Content starts

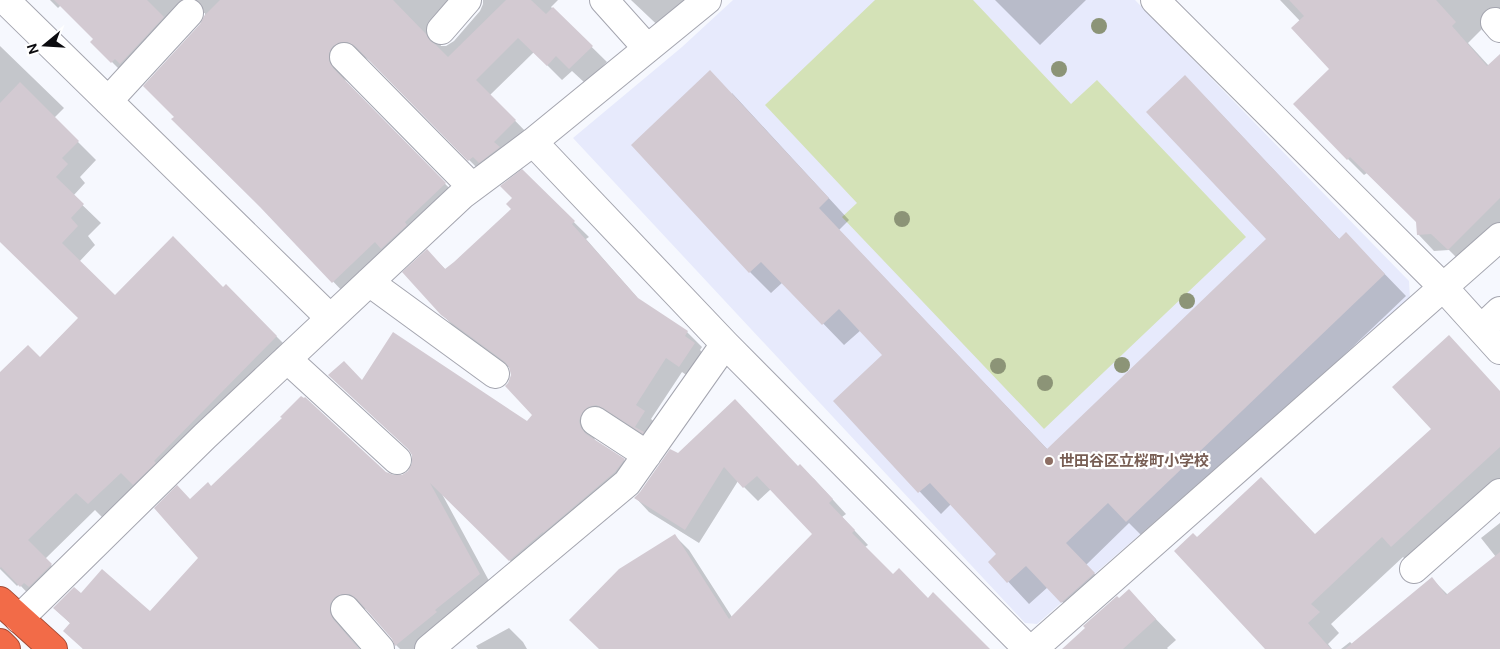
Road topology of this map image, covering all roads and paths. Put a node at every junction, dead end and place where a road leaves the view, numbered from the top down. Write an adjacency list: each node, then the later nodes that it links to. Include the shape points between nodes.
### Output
1 (5, 0): 10 (street)
2 (466, 0): 7 (street)
3 (604, 0): 8 (street)
4 (707, 0): 8 (street)
5 (1156, 0): 15 (street)
6 (189, 13): 10 (street)
7 (441, 30)
8 (647, 48): 11 (street)
9 (344, 57): 12 (street)
10 (108, 101): 16 (street)
11 (533, 142): 12 (street); 18 (street)
12 (472, 187): 14 (street)
13 (1500, 237): 15 (street)
14 (369, 282): 16 (street); 21 (street)
15 (1444, 287): 17 (street); 35 (street)
16 (330, 318): 20 (street)
17 (1491, 320): 19 (street)
18 (725, 344): 23 (street); 34 (street)
19 (1500, 350)
20 (288, 359): 24 (street); 28 (street)
21 (495, 374)
22 (595, 420): 23 (street)
23 (646, 455): 33 (street, via 627,483)
24 (397, 460)
25 (1500, 493): 26 (street)
26 (1414, 569)
27 (345, 609): 32 (street)
28 (9, 610): 31 (highway)
29 (0, 643): 30 (highway)
30 (6, 649)
31 (53, 649)
32 (380, 649)
33 (429, 649)
34 (1028, 649)
35 (1033, 649)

Content ends

TASK REQUIREMENTS:
Could you reproduce every entry exactly, leaving out the pictures?

EXERCISE ANSWER:
Road topology of this map image, covering all roads and paths. Put a node at every junction, dead end and place where a road leaves the view, numbered from the top down. Write an adjacency list: each node, then the later nodes that it links to. Include the shape points between nodes.
### Output
1 (5, 0): 10 (street)
2 (466, 0): 7 (street)
3 (604, 0): 8 (street)
4 (707, 0): 8 (street)
5 (1156, 0): 15 (street)
6 (189, 13): 10 (street)
7 (441, 30)
8 (647, 48): 11 (street)
9 (344, 57): 12 (street)
10 (108, 101): 16 (street)
11 (533, 142): 12 (street); 18 (street)
12 (472, 187): 14 (street)
13 (1500, 237): 15 (street)
14 (369, 282): 16 (street); 21 (street)
15 (1444, 287): 17 (street); 35 (street)
16 (330, 318): 20 (street)
17 (1491, 320): 19 (street)
18 (725, 344): 23 (street); 34 (street)
19 (1500, 350)
20 (288, 359): 24 (street); 28 (street)
21 (495, 374)
22 (595, 420): 23 (street)
23 (646, 455): 33 (street, via 627,483)
24 (397, 460)
25 (1500, 493): 26 (street)
26 (1414, 569)
27 (345, 609): 32 (street)
28 (9, 610): 31 (highway)
29 (0, 643): 30 (highway)
30 (6, 649)
31 (53, 649)
32 (380, 649)
33 (429, 649)
34 (1028, 649)
35 (1033, 649)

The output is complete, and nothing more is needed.